Page MenuHomePhabricator

Update list of most often used messages for MediaWiki core at Wikimedia: 2019
Open, Needs TriagePublic


The time has come to update the most used MediaWiki messages. The previous time was in 2015 (T65416), and there were quite a lot of manual tweaks since then.

I am inviting the people who are experienced with localization, especially in new languages and wikis, to express their opinions about how this should be done this time.

My initial proposal:

  1. The number of core MediaWiki messages in this list should be the same as the number required for export. I think that 10% of core (~370) is OK, but I'm fine with any other number.
  2. Messages from extensions should appear there, too, of course. The total shouldn't be higher than 500.
  3. There needs to be a list of messages that will be filtered out even if they are frequently loaded in practice. For example:
  4. The sequence of messages in the group must be the same as it is in the original JSON files. If they are ordered by the alphabet or by frequency, it will be inconvenient for translators. I saw many times that new translators are confused by the mix of out-of-sequence month names, messages about blocking, Exif tags, etc.
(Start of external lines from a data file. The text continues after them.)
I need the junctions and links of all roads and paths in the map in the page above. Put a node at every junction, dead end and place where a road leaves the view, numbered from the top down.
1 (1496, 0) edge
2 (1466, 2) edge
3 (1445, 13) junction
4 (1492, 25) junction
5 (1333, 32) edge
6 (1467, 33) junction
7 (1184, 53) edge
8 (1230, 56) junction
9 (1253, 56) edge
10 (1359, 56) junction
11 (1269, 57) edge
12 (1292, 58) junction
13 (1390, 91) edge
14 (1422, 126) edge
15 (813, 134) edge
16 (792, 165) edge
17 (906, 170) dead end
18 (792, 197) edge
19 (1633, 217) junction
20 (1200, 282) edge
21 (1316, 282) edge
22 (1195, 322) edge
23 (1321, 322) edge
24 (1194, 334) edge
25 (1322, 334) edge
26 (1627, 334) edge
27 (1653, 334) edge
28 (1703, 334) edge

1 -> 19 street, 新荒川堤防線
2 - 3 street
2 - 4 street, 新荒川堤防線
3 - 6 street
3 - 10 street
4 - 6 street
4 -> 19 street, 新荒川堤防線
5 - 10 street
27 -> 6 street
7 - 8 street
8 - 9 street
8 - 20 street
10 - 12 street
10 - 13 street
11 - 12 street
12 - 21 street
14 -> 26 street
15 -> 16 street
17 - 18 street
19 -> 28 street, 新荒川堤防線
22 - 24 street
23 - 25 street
That's the reason for this manual commit, for example—I witnessed how it made translation much more welcoming for new languages.
  5. Data collection should run in several usage scenarios, and combined:
    1. Logged-in user editing with wiki syntax.
    2. Logged-in user editing with Visual Editor.
    3. Using Content Translation (ideally it should be used a lot in new wikis)
    4. Anonymous user editing with wiki syntax.
    5. Anonymous user editing with Visual Editor.
    6. Anonymous desktop reader.
    7. Anonymous mobile web reader.
    8. The data needs to be collected either from all wikis or from several wikis. My proposal:
      1. English Wikipedia
      2. French Wikipedia
      3. English Wikisource
      4. Hindi Wikisource
      5. Wikidata
      6. Commons

Another possibility is to pick some important message manually by running some of the above scenarios. This will give a very precise and complete experience, but it can also have biases, and it's probably too manual. The process should be more easily repeatable and automatic, so that we'll be able to run it every few months and not every five years.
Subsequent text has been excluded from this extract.